(Stored items)
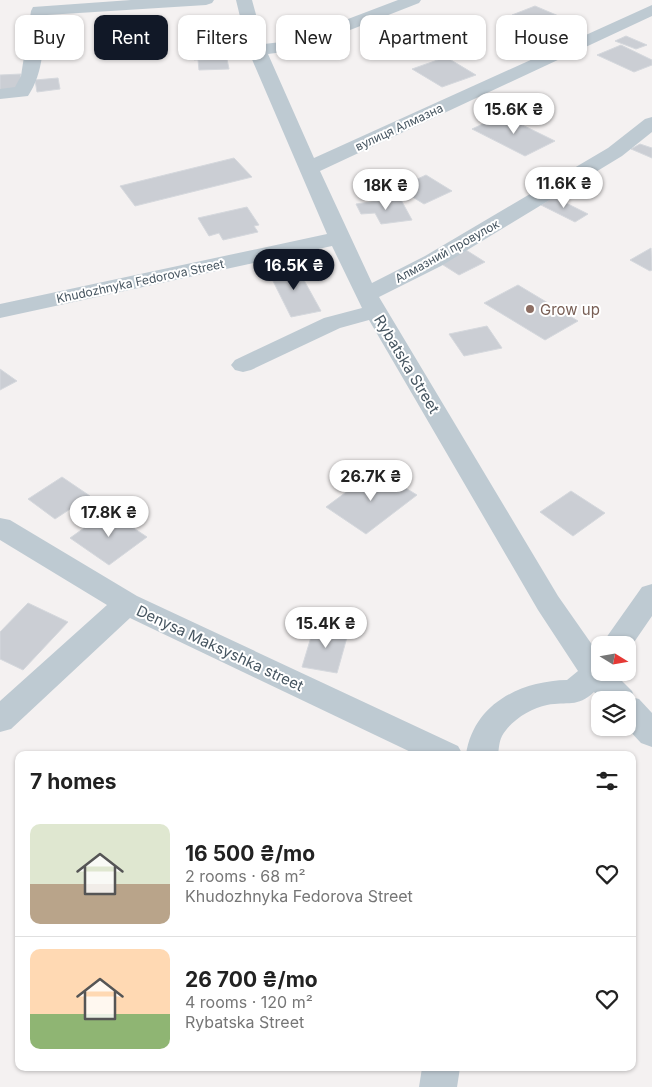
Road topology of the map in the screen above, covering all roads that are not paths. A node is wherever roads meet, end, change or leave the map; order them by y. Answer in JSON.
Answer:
{"nodes":[{"id":1,"x":206,"y":0,"type":"edge"},
{"id":2,"x":244,"y":0,"type":"edge"},
{"id":3,"x":413,"y":0,"type":"edge"},
{"id":4,"x":652,"y":10,"type":"edge"},
{"id":5,"x":248,"y":15,"type":"edge"},
{"id":6,"x":266,"y":49,"type":"edge"},
{"id":7,"x":261,"y":60,"type":"edge"},
{"id":8,"x":0,"y":94,"type":"edge"},
{"id":9,"x":652,"y":123,"type":"edge"},
{"id":10,"x":309,"y":168,"type":"junction"},
{"id":11,"x":339,"y":238,"type":"junction"},
{"id":12,"x":371,"y":303,"type":"junction"},
{"id":13,"x":0,"y":311,"type":"edge"},
{"id":14,"x":243,"y":365,"type":"dead end"},
{"id":15,"x":0,"y":527,"type":"edge"},
{"id":16,"x":652,"y":594,"type":"edge"},
{"id":17,"x":127,"y":604,"type":"junction"},
{"id":18,"x":622,"y":636,"type":"edge"},
{"id":19,"x":591,"y":661,"type":"edge"},
{"id":20,"x":591,"y":677,"type":"edge"},
{"id":21,"x":606,"y":681,"type":"edge"},
{"id":22,"x":613,"y":691,"type":"edge"},
{"id":23,"x":636,"y":717,"type":"edge"},
{"id":24,"x":0,"y":720,"type":"edge"},
{"id":25,"x":652,"y":734,"type":"edge"},
{"id":26,"x":439,"y":751,"type":"edge"},
{"id":27,"x":482,"y":751,"type":"edge"},
{"id":28,"x":441,"y":1071,"type":"edge"},
{"id":29,"x":438,"y":1087,"type":"edge"}],
"edges":[{"from":1,"to":8,"type":"street"},
{"from":2,"to":5,"type":"street","name":"Rybatska Street"},
{"from":3,"to":6,"type":"street"},
{"from":4,"to":10,"type":"street","name":"вулиця Алмазна"},
{"from":7,"to":10,"type":"street","name":"Rybatska Street"},
{"from":9,"to":12,"type":"street","name":"Алмазний провулок"},
{"from":10,"to":11,"type":"street","name":"Rybatska Street"},
{"from":11,"to":12,"type":"street","name":"Rybatska Street"},
{"from":11,"to":13,"type":"street","name":"Khudozhnyka Fedorova Street"},
{"from":12,"to":14,"type":"street","name":"Алмазний провулок"},
{"from":12,"to":19,"type":"street","name":"Rybatska Street"},
{"from":15,"to":17,"type":"street","name":"Denysa Maksyshka street"},
{"from":16,"to":18,"type":"street"},
{"from":17,"to":24,"type":"street"},
{"from":17,"to":26,"type":"street","name":"Denysa Maksyshka street"},
{"from":20,"to":27,"type":"street"},
{"from":21,"to":22,"type":"street","name":"Rybatska Street"},
{"from":23,"to":25,"type":"street"},
{"from":28,"to":29,"type":"street"}]}
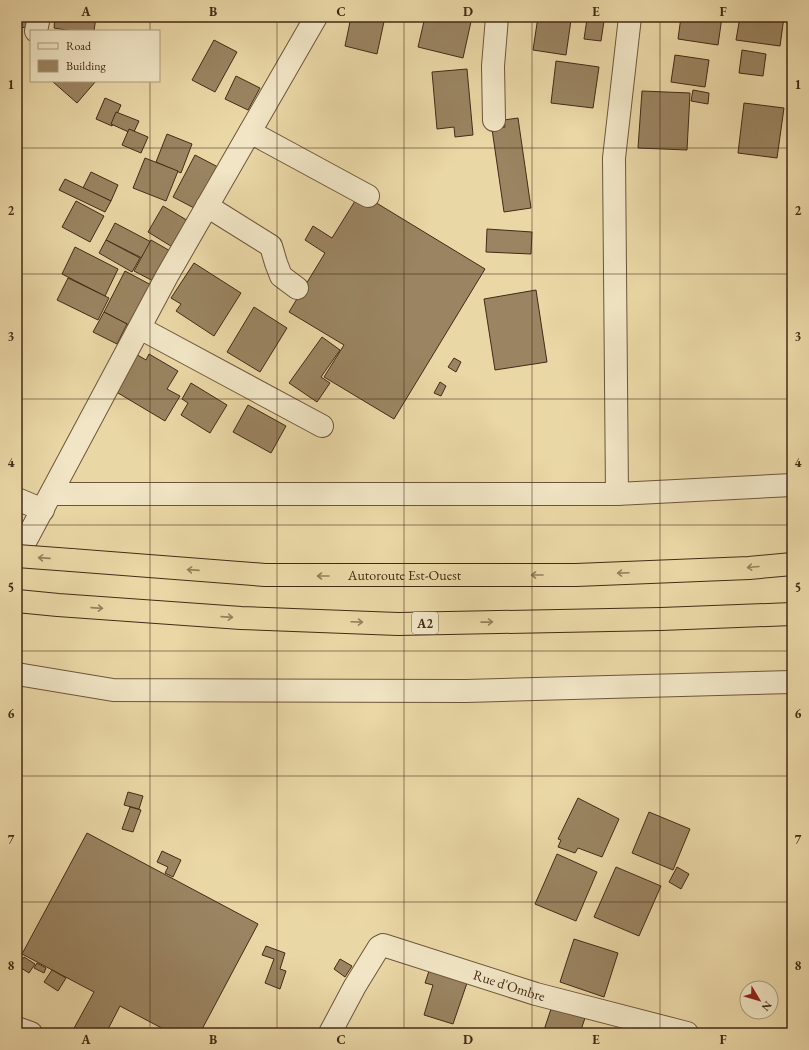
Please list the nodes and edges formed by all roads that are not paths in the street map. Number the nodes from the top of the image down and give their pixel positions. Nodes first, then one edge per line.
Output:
1 (39, 17) edge
2 (316, 17) edge
3 (497, 17) edge
4 (630, 17) edge
5 (36, 30) edge
6 (494, 120) dead end
7 (250, 132) junction
8 (368, 196) dead end
9 (207, 206) junction
10 (296, 288) dead end
11 (140, 328) junction
12 (322, 426) dead end
13 (792, 485) edge
14 (617, 494) junction
15 (17, 499) edge
16 (47, 502) junction
17 (17, 557) edge
18 (792, 564) edge
19 (17, 601) edge
20 (792, 614) edge
21 (17, 674) edge
22 (792, 682) edge
23 (17, 1028) edge
24 (31, 1033) edge
25 (330, 1033) edge
26 (686, 1033) edge

1 - 5 street
2 - 7 street
3 - 6 street
4 - 14 street
7 - 8 street
7 - 9 street
9 - 10 street
9 - 11 street
11 - 12 street
11 - 16 street
13 - 14 street
14 - 16 street
15 - 16 street
16 - 17 street
18 -> 17 highway, Autoroute Est-Ouest, bridge
19 -> 20 highway, A2
21 - 22 street
23 - 24 street
25 - 26 street, Rue d'Ombre

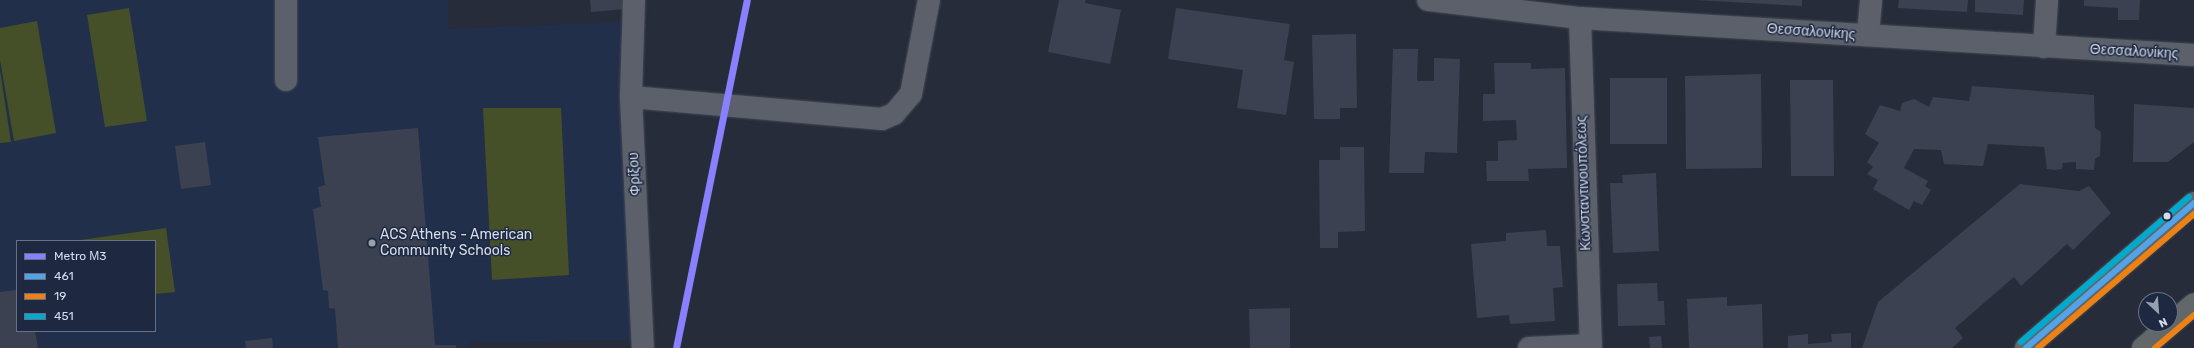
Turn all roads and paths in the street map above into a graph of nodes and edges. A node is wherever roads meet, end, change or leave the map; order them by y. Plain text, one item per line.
1 (286, 0) edge
2 (634, 0) edge
3 (929, 0) edge
4 (1428, 0) edge
5 (1871, 0) edge
6 (2047, 0) edge
7 (1580, 18) junction
8 (1868, 35) junction
9 (2044, 47) junction
10 (2194, 55) edge
11 (286, 80) dead end
12 (631, 97) junction
13 (2194, 203) edge
14 (2194, 304) edge
15 (1591, 346) edge
16 (643, 348) edge
17 (1529, 348) edge
18 (2026, 348) edge
19 (2143, 348) edge

1 - 11 street
2 - 12 street, Φρίξου
3 - 12 street
4 - 7 street, Θεσσαλονίκης
5 - 8 street
6 - 9 street
7 - 8 street, Θεσσαλονίκης
7 - 15 street, Κωνσταντινουπόλεως
8 - 9 street, Θεσσαλονίκης
9 - 10 street, Θεσσαλονίκης
12 - 16 street, Φρίξου
13 - 18 main road
14 - 19 main road
15 - 17 street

Instructions for the task: Among the entries, how many lines hold the word "above"? Please answer with only that number.

Exercise output: 2